Task prompt: For each line of the listing that includes the word "Lappögatan", show the whole line.

Material provided:
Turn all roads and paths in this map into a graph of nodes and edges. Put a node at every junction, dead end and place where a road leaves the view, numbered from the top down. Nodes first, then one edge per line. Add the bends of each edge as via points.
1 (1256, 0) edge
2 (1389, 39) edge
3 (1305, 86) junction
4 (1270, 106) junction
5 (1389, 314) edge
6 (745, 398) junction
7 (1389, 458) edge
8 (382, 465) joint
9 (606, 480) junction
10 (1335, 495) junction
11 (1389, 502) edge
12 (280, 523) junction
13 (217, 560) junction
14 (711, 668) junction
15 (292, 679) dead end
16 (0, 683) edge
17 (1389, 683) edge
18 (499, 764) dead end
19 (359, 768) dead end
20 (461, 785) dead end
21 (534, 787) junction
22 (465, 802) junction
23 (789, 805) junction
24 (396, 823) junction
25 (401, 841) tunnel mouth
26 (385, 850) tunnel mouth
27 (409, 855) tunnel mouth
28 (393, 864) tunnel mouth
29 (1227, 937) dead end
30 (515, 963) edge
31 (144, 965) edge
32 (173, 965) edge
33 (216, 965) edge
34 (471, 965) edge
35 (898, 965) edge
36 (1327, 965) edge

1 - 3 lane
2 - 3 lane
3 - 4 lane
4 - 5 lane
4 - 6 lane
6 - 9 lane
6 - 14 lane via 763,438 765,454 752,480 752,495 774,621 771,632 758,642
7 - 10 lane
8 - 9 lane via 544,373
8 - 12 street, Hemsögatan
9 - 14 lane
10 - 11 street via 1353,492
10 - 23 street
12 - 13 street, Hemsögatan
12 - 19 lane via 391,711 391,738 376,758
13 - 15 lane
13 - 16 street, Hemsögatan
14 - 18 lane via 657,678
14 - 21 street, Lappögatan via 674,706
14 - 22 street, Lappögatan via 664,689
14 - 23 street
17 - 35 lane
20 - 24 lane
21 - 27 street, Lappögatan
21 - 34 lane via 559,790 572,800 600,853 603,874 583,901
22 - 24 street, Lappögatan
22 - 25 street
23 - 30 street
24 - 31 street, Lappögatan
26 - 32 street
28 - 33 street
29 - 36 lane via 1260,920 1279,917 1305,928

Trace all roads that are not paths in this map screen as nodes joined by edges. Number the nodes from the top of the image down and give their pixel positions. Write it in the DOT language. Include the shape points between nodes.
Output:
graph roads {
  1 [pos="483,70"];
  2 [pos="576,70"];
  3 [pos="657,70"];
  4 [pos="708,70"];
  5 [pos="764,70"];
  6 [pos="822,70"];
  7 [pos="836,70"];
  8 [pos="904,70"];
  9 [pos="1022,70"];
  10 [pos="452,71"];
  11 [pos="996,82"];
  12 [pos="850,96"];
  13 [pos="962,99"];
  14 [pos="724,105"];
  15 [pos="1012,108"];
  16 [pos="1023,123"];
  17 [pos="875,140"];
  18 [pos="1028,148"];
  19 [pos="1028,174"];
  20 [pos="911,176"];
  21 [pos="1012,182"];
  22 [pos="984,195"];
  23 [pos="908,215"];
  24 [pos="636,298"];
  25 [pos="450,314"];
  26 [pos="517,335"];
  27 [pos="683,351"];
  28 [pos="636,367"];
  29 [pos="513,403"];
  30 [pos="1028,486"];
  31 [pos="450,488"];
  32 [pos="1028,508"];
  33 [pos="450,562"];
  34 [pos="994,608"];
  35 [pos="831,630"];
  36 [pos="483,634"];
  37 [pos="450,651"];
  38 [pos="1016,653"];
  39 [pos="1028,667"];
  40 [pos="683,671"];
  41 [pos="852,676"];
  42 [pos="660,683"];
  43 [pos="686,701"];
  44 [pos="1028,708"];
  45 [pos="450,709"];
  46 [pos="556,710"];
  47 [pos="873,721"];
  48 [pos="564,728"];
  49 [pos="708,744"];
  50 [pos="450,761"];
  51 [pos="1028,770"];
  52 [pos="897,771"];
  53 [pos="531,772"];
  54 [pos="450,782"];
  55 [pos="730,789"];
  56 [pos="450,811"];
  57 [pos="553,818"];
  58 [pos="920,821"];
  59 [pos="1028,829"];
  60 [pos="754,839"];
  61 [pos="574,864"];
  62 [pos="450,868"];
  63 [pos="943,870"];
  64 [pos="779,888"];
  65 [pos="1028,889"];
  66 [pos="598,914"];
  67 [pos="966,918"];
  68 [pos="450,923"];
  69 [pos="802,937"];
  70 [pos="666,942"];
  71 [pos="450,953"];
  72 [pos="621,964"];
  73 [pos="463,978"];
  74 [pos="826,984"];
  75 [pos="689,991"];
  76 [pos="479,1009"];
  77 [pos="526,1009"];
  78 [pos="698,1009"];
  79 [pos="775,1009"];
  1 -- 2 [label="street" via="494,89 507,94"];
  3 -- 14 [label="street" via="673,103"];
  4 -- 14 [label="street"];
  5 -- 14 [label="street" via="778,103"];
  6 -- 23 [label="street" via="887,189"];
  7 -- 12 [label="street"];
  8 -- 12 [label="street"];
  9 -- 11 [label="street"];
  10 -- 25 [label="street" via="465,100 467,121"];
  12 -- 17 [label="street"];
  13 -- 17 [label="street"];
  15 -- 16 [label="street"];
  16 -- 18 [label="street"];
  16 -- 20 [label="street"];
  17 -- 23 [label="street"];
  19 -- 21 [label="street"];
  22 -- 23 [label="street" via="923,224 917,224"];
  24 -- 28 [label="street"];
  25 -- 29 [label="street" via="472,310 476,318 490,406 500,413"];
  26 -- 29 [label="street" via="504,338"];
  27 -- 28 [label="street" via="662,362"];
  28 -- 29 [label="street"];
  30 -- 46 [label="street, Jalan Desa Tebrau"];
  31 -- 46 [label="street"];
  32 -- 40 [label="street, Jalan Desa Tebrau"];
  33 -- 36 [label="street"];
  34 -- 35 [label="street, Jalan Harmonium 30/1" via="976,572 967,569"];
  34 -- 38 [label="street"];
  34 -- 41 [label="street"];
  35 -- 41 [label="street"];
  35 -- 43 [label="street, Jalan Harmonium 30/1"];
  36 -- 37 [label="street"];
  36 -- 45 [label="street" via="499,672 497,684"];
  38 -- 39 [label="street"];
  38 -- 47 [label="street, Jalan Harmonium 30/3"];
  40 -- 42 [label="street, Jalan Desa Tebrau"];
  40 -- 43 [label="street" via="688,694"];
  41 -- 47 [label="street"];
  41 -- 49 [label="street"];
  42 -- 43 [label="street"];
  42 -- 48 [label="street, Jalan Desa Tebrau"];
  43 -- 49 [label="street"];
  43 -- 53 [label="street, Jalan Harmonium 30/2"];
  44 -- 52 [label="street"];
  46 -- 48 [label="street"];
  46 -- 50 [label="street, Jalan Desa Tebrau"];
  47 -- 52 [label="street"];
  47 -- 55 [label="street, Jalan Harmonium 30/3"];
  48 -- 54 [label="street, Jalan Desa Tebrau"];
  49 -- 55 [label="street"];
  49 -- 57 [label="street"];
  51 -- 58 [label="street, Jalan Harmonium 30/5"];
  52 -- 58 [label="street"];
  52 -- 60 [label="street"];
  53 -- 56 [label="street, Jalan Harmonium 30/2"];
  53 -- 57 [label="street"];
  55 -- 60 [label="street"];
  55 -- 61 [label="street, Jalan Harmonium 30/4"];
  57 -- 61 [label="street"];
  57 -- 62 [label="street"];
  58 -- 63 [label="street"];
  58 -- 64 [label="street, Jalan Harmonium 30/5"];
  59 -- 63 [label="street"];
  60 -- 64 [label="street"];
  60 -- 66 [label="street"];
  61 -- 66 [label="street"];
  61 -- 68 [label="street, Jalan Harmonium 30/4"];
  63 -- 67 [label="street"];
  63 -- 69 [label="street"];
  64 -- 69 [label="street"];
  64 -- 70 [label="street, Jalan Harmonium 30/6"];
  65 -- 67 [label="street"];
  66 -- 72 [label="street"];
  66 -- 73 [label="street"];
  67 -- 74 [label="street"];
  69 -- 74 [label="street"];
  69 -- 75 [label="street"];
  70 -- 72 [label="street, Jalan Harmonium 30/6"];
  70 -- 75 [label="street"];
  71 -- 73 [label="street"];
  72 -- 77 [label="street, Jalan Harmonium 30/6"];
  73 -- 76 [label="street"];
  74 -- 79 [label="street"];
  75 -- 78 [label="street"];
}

Exercise result:
14 - 21 street, Lappögatan via 674,706
14 - 22 street, Lappögatan via 664,689
21 - 27 street, Lappögatan
22 - 24 street, Lappögatan
24 - 31 street, Lappögatan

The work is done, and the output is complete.